(Data to examine begins)
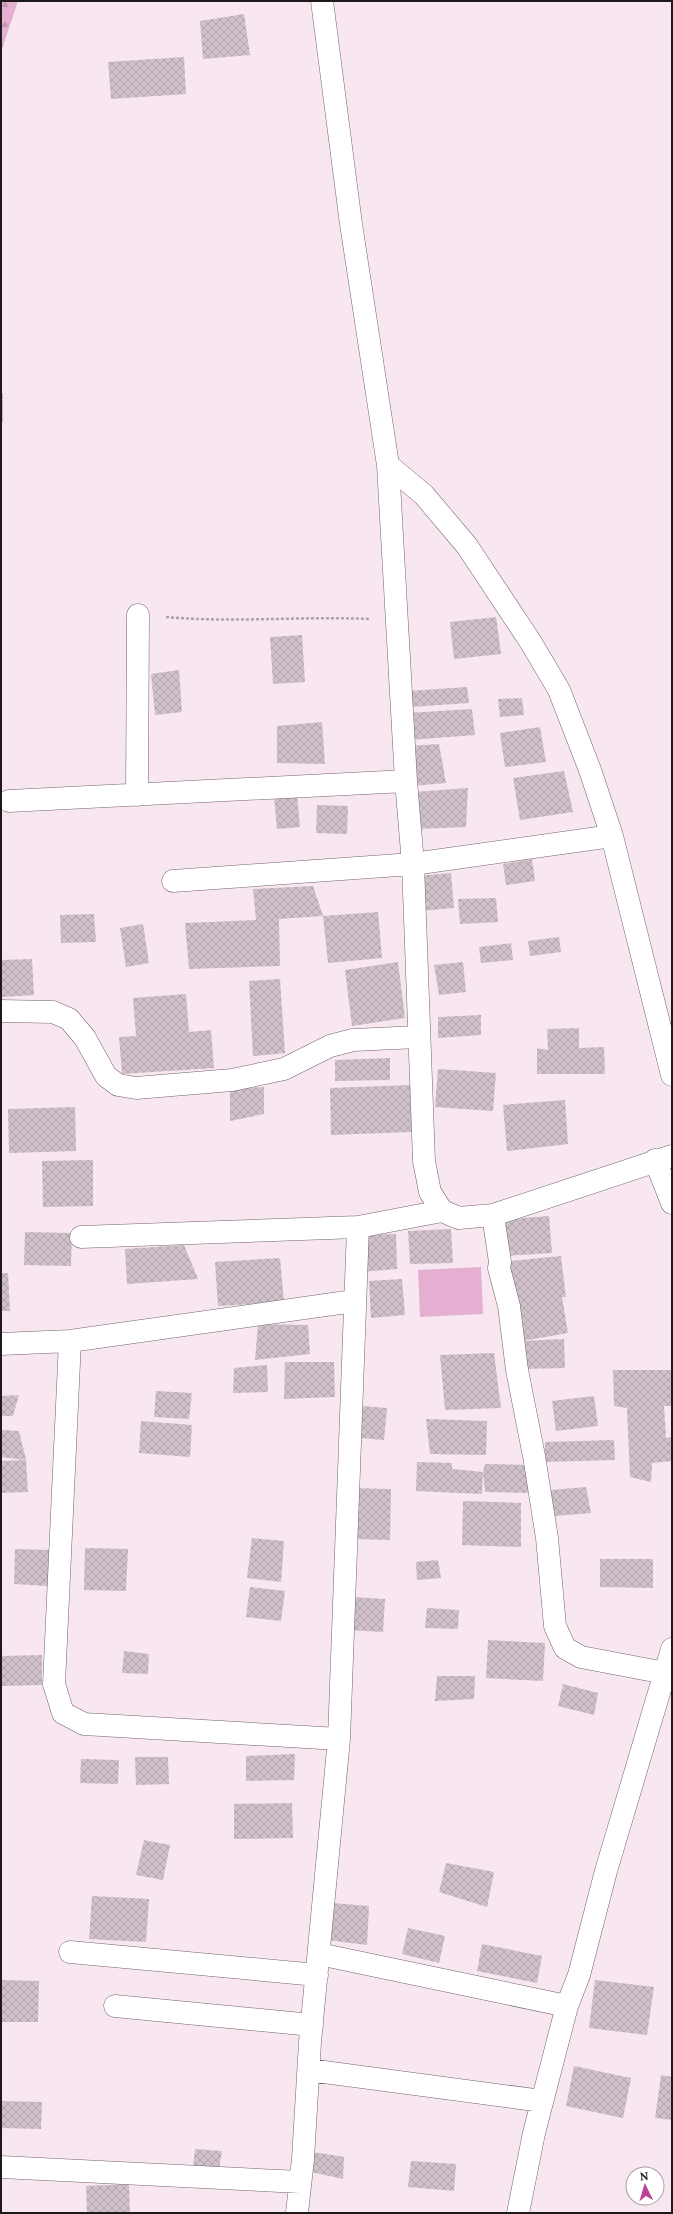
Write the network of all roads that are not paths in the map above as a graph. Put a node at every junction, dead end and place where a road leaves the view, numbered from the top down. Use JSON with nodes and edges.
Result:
{"nodes":[{"id":1,"x":322,"y":1,"type":"edge"},
{"id":2,"x":388,"y":465,"type":"junction"},
{"id":3,"x":138,"y":615,"type":"road end"},
{"id":4,"x":406,"y":781,"type":"junction"},
{"id":5,"x":137,"y":794,"type":"junction"},
{"id":6,"x":9,"y":801,"type":"dead end"},
{"id":7,"x":612,"y":836,"type":"junction"},
{"id":8,"x":412,"y":864,"type":"junction"},
{"id":9,"x":173,"y":881,"type":"dead end"},
{"id":10,"x":1,"y":1011,"type":"edge"},
{"id":11,"x":418,"y":1037,"type":"junction"},
{"id":12,"x":672,"y":1075,"type":"edge"},
{"id":13,"x":663,"y":1158,"type":"edge"},
{"id":14,"x":672,"y":1203,"type":"edge"},
{"id":15,"x":442,"y":1211,"type":"junction"},
{"id":16,"x":493,"y":1215,"type":"junction"},
{"id":17,"x":358,"y":1226,"type":"junction"},
{"id":18,"x":81,"y":1237,"type":"dead end"},
{"id":19,"x":354,"y":1301,"type":"junction"},
{"id":20,"x":70,"y":1341,"type":"junction"},
{"id":21,"x":1,"y":1344,"type":"edge"},
{"id":22,"x":672,"y":1649,"type":"edge"},
{"id":23,"x":665,"y":1673,"type":"junction"},
{"id":24,"x":338,"y":1739,"type":"junction"},
{"id":25,"x":70,"y":1952,"type":"dead end"},
{"id":26,"x":318,"y":1964,"type":"junction"},
{"id":27,"x":115,"y":2006,"type":"dead end"},
{"id":28,"x":567,"y":2006,"type":"junction"},
{"id":29,"x":312,"y":2025,"type":"junction"},
{"id":30,"x":309,"y":2070,"type":"junction"},
{"id":31,"x":542,"y":2101,"type":"junction"},
{"id":32,"x":1,"y":2167,"type":"edge"},
{"id":33,"x":300,"y":2182,"type":"junction"},
{"id":34,"x":296,"y":2213,"type":"edge"},
{"id":35,"x":518,"y":2213,"type":"edge"}],
"edges":[{"from":1,"to":2,"type":"street"},
{"from":2,"to":4,"type":"street"},
{"from":2,"to":7,"type":"street"},
{"from":3,"to":5,"type":"street"},
{"from":4,"to":5,"type":"street"},
{"from":4,"to":8,"type":"street"},
{"from":5,"to":6,"type":"street"},
{"from":7,"to":8,"type":"street"},
{"from":7,"to":12,"type":"street"},
{"from":8,"to":9,"type":"street"},
{"from":8,"to":11,"type":"street"},
{"from":10,"to":11,"type":"street"},
{"from":11,"to":15,"type":"street"},
{"from":13,"to":14,"type":"street"},
{"from":13,"to":16,"type":"street"},
{"from":15,"to":16,"type":"street"},
{"from":15,"to":17,"type":"street"},
{"from":16,"to":23,"type":"street"},
{"from":17,"to":18,"type":"street"},
{"from":17,"to":19,"type":"street"},
{"from":19,"to":20,"type":"street"},
{"from":19,"to":24,"type":"street"},
{"from":20,"to":21,"type":"street"},
{"from":20,"to":24,"type":"street"},
{"from":22,"to":23,"type":"street"},
{"from":23,"to":28,"type":"street"},
{"from":24,"to":26,"type":"street"},
{"from":25,"to":26,"type":"street"},
{"from":26,"to":28,"type":"street"},
{"from":26,"to":29,"type":"street"},
{"from":27,"to":29,"type":"street"},
{"from":28,"to":31,"type":"street"},
{"from":29,"to":30,"type":"street"},
{"from":30,"to":31,"type":"street"},
{"from":30,"to":33,"type":"street"},
{"from":31,"to":35,"type":"street"},
{"from":32,"to":33,"type":"street"},
{"from":33,"to":34,"type":"street"}]}
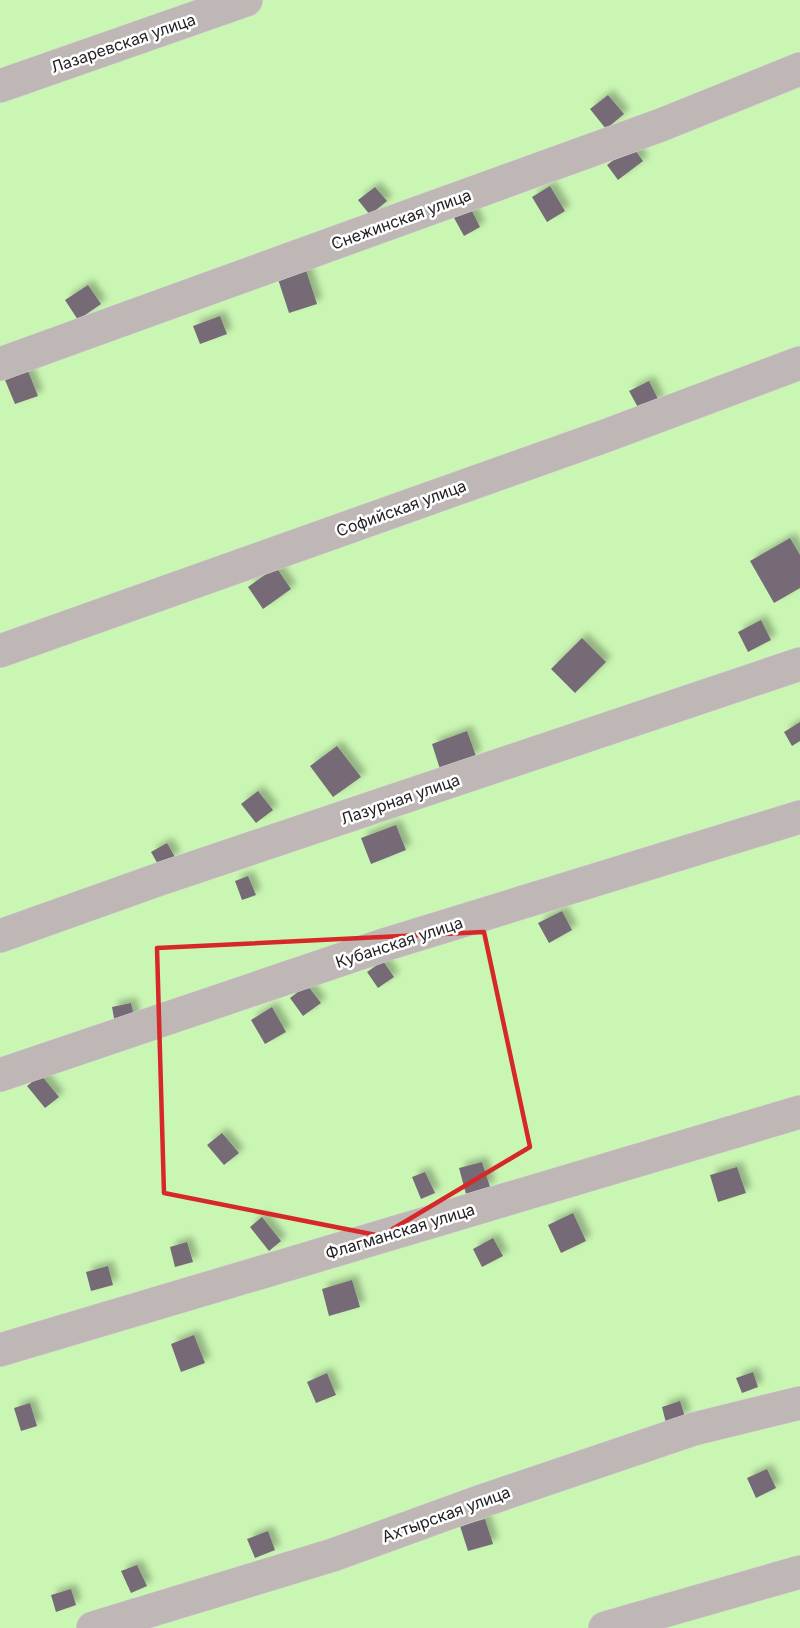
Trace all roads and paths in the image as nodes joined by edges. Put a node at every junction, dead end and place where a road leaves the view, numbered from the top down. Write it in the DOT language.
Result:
graph roads {
  1 [pos="246,0"];
  2 [pos="800,69"];
  3 [pos="0,86"];
  4 [pos="800,363"];
  5 [pos="0,364"];
  6 [pos="0,651"];
  7 [pos="800,664"];
  8 [pos="800,817"];
  9 [pos="0,936"];
  10 [pos="0,1076"];
  11 [pos="800,1112"];
  12 [pos="0,1350"];
  13 [pos="800,1403"];
  14 [pos="800,1572"];
  15 [pos="93,1628"];
  16 [pos="604,1628"];
  1 -- 3 [label="lane, Лазаревская улица"];
  2 -- 5 [label="lane, Снежинская улица"];
  4 -- 6 [label="lane, Софийская улица"];
  7 -- 9 [label="lane, Лазурная улица"];
  8 -- 10 [label="lane, Кубанская улица"];
  11 -- 12 [label="lane, Флагманская улица"];
  13 -- 15 [label="lane, Ахтырская улица"];
  14 -- 16 [label="lane"];
}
(Data to examine ends)
**Exercise instructions:** Please print the records above once more, word for word, omitting all pictures.

**Answer to the exercise:**
Write the network of all roads that are not paths in the map above as a graph. Put a node at every junction, dead end and place where a road leaves the view, numbered from the top down. Use JSON with nodes and edges.
Result:
{"nodes":[{"id":1,"x":322,"y":1,"type":"edge"},
{"id":2,"x":388,"y":465,"type":"junction"},
{"id":3,"x":138,"y":615,"type":"road end"},
{"id":4,"x":406,"y":781,"type":"junction"},
{"id":5,"x":137,"y":794,"type":"junction"},
{"id":6,"x":9,"y":801,"type":"dead end"},
{"id":7,"x":612,"y":836,"type":"junction"},
{"id":8,"x":412,"y":864,"type":"junction"},
{"id":9,"x":173,"y":881,"type":"dead end"},
{"id":10,"x":1,"y":1011,"type":"edge"},
{"id":11,"x":418,"y":1037,"type":"junction"},
{"id":12,"x":672,"y":1075,"type":"edge"},
{"id":13,"x":663,"y":1158,"type":"edge"},
{"id":14,"x":672,"y":1203,"type":"edge"},
{"id":15,"x":442,"y":1211,"type":"junction"},
{"id":16,"x":493,"y":1215,"type":"junction"},
{"id":17,"x":358,"y":1226,"type":"junction"},
{"id":18,"x":81,"y":1237,"type":"dead end"},
{"id":19,"x":354,"y":1301,"type":"junction"},
{"id":20,"x":70,"y":1341,"type":"junction"},
{"id":21,"x":1,"y":1344,"type":"edge"},
{"id":22,"x":672,"y":1649,"type":"edge"},
{"id":23,"x":665,"y":1673,"type":"junction"},
{"id":24,"x":338,"y":1739,"type":"junction"},
{"id":25,"x":70,"y":1952,"type":"dead end"},
{"id":26,"x":318,"y":1964,"type":"junction"},
{"id":27,"x":115,"y":2006,"type":"dead end"},
{"id":28,"x":567,"y":2006,"type":"junction"},
{"id":29,"x":312,"y":2025,"type":"junction"},
{"id":30,"x":309,"y":2070,"type":"junction"},
{"id":31,"x":542,"y":2101,"type":"junction"},
{"id":32,"x":1,"y":2167,"type":"edge"},
{"id":33,"x":300,"y":2182,"type":"junction"},
{"id":34,"x":296,"y":2213,"type":"edge"},
{"id":35,"x":518,"y":2213,"type":"edge"}],
"edges":[{"from":1,"to":2,"type":"street"},
{"from":2,"to":4,"type":"street"},
{"from":2,"to":7,"type":"street"},
{"from":3,"to":5,"type":"street"},
{"from":4,"to":5,"type":"street"},
{"from":4,"to":8,"type":"street"},
{"from":5,"to":6,"type":"street"},
{"from":7,"to":8,"type":"street"},
{"from":7,"to":12,"type":"street"},
{"from":8,"to":9,"type":"street"},
{"from":8,"to":11,"type":"street"},
{"from":10,"to":11,"type":"street"},
{"from":11,"to":15,"type":"street"},
{"from":13,"to":14,"type":"street"},
{"from":13,"to":16,"type":"street"},
{"from":15,"to":16,"type":"street"},
{"from":15,"to":17,"type":"street"},
{"from":16,"to":23,"type":"street"},
{"from":17,"to":18,"type":"street"},
{"from":17,"to":19,"type":"street"},
{"from":19,"to":20,"type":"street"},
{"from":19,"to":24,"type":"street"},
{"from":20,"to":21,"type":"street"},
{"from":20,"to":24,"type":"street"},
{"from":22,"to":23,"type":"street"},
{"from":23,"to":28,"type":"street"},
{"from":24,"to":26,"type":"street"},
{"from":25,"to":26,"type":"street"},
{"from":26,"to":28,"type":"street"},
{"from":26,"to":29,"type":"street"},
{"from":27,"to":29,"type":"street"},
{"from":28,"to":31,"type":"street"},
{"from":29,"to":30,"type":"street"},
{"from":30,"to":31,"type":"street"},
{"from":30,"to":33,"type":"street"},
{"from":31,"to":35,"type":"street"},
{"from":32,"to":33,"type":"street"},
{"from":33,"to":34,"type":"street"}]}
Trace all roads and paths in the image as nodes joined by edges. Put a node at every junction, dead end and place where a road leaves the view, numbered from the top down. Write it in the DOT language.
Result:
graph roads {
  1 [pos="246,0"];
  2 [pos="800,69"];
  3 [pos="0,86"];
  4 [pos="800,363"];
  5 [pos="0,364"];
  6 [pos="0,651"];
  7 [pos="800,664"];
  8 [pos="800,817"];
  9 [pos="0,936"];
  10 [pos="0,1076"];
  11 [pos="800,1112"];
  12 [pos="0,1350"];
  13 [pos="800,1403"];
  14 [pos="800,1572"];
  15 [pos="93,1628"];
  16 [pos="604,1628"];
  1 -- 3 [label="lane, Лазаревская улица"];
  2 -- 5 [label="lane, Снежинская улица"];
  4 -- 6 [label="lane, Софийская улица"];
  7 -- 9 [label="lane, Лазурная улица"];
  8 -- 10 [label="lane, Кубанская улица"];
  11 -- 12 [label="lane, Флагманская улица"];
  13 -- 15 [label="lane, Ахтырская улица"];
  14 -- 16 [label="lane"];
}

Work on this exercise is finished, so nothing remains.